Tak hanya berkutat diseputar cerita melawan musuhnya, Webb membuat Parker dapat menikmati cintanya pada Gwen Stacy. Seorang gadis cerdas asisten Dr. Connors. Kisah cinta yang berbeda dari sebelumnya. Jika dulu MJ hanya ada sebagai ‘pemanis’ cerita, dalam film ini, Stacy berperan penting dalam membantu Parker untuk membuat ramuan penawar dari ramuan yang dibuat campuran DNA yang diciptakan Dr. Connors.

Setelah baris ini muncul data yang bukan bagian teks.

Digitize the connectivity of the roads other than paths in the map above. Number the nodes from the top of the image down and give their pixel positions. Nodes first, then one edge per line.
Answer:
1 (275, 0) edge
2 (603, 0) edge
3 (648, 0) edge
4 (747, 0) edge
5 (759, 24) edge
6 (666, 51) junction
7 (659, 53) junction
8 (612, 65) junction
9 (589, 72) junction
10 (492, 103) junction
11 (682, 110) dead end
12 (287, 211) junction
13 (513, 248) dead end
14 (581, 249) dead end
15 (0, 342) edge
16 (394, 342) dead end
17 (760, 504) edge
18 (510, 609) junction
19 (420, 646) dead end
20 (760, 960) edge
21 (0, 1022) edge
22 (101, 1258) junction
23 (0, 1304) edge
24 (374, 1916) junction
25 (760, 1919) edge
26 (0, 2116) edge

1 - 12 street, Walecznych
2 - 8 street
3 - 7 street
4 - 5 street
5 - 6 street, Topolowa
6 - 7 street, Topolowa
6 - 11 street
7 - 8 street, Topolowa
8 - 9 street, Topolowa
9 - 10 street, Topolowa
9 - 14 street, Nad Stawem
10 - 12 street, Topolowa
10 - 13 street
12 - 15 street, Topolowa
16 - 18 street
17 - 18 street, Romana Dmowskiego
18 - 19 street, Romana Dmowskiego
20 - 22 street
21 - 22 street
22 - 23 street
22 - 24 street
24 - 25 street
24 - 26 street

Layaknya remaja, mereka menikmati cinta mereka. Walau pada akhirnya, sebelum ayah Stacy yang seorang kapten polisi meninggal dalam usaha melumpuhkan The Lizard (Dr. Connors yang sudah bertransformasi), ia meminta Parker untuk menjauhi puterinya demi alasan keamanan. Tapi paling tidak, Parker sudah menyatakan cintanya pada Stacy. –ini adegan yang paling ditunggu dalam sekuel spiderman sebelumnya. Dan tak pernah kesampaian.- ^_^

Banyak adegan dan dialog lucu yang membumbui film ini. Dari durasi film yang sekitar dua jam, penonton tak hanya dipaksa untuk tegang, tapi juga diajak tertawa. Ini menariknya. Sisi humanis juga menambahnya lezatnya film ini dengan scene yang menampilkan ketika Uncle Ben menasihati parker. Webb mampu mengeksplorasi hubungan personal antara Ben dan Parker yang tidak ditampilkan sutradara Sam Raimi di film Spider-Man sebelumnya.

Satu kata untuk film ini, keren!
Segera saksikan di bioskop kesayangan anda.